What is expected: In the records that follow, locate every line with "Right" and extract it.

Listed records:
-=-=-=-=-

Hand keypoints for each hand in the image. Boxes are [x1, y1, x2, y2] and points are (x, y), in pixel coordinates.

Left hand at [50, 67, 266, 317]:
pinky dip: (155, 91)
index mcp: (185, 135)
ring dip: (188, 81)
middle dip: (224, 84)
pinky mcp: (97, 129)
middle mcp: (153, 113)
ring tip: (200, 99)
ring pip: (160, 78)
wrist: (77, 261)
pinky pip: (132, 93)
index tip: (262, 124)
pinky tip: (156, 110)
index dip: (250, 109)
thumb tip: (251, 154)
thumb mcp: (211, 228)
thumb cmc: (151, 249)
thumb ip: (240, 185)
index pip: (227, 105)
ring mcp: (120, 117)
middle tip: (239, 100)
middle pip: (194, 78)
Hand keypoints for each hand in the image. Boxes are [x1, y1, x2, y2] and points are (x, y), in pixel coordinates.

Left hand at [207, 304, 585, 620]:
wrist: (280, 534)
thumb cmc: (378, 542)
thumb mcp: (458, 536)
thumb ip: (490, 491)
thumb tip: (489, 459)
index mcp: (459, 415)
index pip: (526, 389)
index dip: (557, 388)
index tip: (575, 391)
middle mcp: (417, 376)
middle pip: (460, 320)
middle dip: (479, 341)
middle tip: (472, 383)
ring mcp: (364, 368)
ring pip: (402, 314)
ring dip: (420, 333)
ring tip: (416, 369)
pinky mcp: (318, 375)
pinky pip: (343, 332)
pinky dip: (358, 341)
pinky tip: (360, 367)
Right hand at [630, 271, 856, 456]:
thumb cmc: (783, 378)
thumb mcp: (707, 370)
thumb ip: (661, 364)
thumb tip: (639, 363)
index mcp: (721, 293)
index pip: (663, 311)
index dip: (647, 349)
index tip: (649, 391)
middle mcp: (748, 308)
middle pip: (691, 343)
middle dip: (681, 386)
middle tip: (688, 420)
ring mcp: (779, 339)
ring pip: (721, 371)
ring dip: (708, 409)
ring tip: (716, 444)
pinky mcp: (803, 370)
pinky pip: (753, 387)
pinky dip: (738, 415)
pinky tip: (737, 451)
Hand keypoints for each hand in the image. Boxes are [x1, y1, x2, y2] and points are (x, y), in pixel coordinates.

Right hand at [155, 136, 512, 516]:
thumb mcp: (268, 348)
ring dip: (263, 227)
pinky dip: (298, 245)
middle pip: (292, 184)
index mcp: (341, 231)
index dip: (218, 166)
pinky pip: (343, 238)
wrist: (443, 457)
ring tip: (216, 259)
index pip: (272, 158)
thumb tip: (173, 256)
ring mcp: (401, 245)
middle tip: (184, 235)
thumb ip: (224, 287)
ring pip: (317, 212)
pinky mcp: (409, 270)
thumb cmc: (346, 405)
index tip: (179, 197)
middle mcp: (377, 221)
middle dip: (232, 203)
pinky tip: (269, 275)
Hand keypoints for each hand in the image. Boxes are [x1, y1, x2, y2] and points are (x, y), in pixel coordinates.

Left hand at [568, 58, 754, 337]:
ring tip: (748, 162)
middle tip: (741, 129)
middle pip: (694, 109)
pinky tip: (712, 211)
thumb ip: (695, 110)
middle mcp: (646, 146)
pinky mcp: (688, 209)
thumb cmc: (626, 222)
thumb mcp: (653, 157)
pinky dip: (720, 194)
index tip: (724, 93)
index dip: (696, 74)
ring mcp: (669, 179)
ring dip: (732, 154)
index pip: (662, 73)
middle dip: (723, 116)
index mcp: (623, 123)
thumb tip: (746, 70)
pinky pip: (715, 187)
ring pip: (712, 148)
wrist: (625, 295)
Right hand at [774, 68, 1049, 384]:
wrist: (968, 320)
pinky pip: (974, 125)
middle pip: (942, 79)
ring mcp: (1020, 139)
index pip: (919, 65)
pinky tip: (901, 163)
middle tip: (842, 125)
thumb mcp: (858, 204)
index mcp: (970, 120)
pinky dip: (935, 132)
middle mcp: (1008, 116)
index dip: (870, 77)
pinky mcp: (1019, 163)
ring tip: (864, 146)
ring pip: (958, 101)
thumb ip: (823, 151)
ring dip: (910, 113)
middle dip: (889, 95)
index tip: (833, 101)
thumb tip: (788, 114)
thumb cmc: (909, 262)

-=-=-=-=-

Reply:
Right hand at [630, 271, 856, 456]:
Right hand at [155, 136, 512, 516]:
Right hand at [774, 68, 1049, 384]:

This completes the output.